Feb 5, 2020
I grew up in the southeast. We didn’t want to live there, but we didn’t have enough money. My mom divorced my father and he didn’t give alimony and child support, and she didn’t have much. She was a budding secretary and worked in reception. Wherever I lived, I had kid friends. I had boy friends, I had girl friends. Us boys, three boys, we used to get together and we’d play cowboys and Indians. Army battle. We’d play detectives. For the most part, we really got along. And I hurt one of them, and I apologized; I didn’t mean it.
I was seven years old, it was an accident. The girls had baby carriage dolls and whatever. We’d go to the beach. Her parents took them to the beach with her. Time around the ocean. It was fun, very nice. Kathy, her name was. A nice kid, Kathy. She was like six years old or something. The man my mother was married to–the second man–was insensitive. Mean, prejudiced. He didn’t act normally at times. I don’t know how she put up with that shit. He would get violent.
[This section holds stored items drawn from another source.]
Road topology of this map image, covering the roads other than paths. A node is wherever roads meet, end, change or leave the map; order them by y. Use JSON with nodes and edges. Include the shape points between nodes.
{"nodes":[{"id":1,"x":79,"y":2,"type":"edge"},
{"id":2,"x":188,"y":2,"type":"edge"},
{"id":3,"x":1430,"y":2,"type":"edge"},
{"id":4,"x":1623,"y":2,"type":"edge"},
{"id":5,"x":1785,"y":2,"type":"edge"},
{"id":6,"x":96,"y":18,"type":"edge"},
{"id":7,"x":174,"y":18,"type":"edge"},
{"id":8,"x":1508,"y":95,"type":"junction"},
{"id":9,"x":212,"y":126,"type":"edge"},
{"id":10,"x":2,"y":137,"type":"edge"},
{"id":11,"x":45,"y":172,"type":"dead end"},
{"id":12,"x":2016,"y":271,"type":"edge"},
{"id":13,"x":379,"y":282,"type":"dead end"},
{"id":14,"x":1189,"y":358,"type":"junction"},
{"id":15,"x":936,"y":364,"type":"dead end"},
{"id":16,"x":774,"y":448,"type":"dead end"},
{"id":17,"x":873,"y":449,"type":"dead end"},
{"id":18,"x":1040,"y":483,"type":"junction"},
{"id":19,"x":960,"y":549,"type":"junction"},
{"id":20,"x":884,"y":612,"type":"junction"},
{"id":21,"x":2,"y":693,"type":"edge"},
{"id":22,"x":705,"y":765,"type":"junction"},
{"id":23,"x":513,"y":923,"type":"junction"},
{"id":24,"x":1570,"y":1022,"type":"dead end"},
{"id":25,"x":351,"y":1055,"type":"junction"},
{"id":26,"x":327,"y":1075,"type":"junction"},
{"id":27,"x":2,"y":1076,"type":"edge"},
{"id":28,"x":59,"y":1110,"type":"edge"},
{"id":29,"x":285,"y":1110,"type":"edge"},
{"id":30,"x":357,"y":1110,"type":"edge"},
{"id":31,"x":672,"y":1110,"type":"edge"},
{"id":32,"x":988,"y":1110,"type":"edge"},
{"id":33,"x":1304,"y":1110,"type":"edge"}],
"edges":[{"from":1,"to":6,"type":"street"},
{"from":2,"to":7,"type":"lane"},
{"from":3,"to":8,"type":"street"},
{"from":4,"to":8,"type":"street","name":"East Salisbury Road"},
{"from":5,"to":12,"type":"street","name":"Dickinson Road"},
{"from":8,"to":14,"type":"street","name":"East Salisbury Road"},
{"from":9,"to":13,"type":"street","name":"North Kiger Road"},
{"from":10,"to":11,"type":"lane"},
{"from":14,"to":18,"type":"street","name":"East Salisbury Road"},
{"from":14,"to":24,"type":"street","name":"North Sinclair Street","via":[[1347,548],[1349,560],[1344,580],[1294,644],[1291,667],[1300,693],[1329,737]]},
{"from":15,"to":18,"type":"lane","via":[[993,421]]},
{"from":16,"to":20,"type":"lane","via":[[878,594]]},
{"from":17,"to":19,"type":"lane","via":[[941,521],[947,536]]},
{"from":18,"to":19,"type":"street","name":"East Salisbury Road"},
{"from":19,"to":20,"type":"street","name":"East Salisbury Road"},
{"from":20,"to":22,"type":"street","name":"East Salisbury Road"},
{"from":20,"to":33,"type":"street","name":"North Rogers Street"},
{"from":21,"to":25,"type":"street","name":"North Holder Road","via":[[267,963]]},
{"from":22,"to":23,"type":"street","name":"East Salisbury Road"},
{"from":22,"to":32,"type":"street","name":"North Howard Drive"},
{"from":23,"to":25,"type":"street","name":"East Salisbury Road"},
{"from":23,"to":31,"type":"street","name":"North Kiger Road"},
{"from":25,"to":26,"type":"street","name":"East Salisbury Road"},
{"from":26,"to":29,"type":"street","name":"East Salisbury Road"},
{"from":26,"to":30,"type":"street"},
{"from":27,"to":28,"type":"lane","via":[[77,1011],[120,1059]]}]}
She used to argue with him. She couldn’t leave. She didn’t have enough money to.
And we went to another neighborhood, then to my aunt, way over in the Atlantic Ocean, beach area. And I lived there; I was raised around my aunt and cousins. And that’s it. That was in Florida.
At age 11, I visited New York in the summer. Long Island, as a kid. Then I came up to visit at age 14, to visit my father. We got along very well. And I suffered people because I was just too on edge. And I was over tired and anxiety ridden.
Siamese cats are beautiful. My father and his wife had Siamese cats, adorable. They were nice animals and I kissed them all the time. Sing and Sarah, and Ming Choi were their names. There were three of them. Oh adorable. Blue eyes, they had very blue eyes. Do you know how I suffered for years? I made them suffer. With a broom. I use to ask God for forgiveness. You always hurt the ones you love. After I left, a month later, they were all right.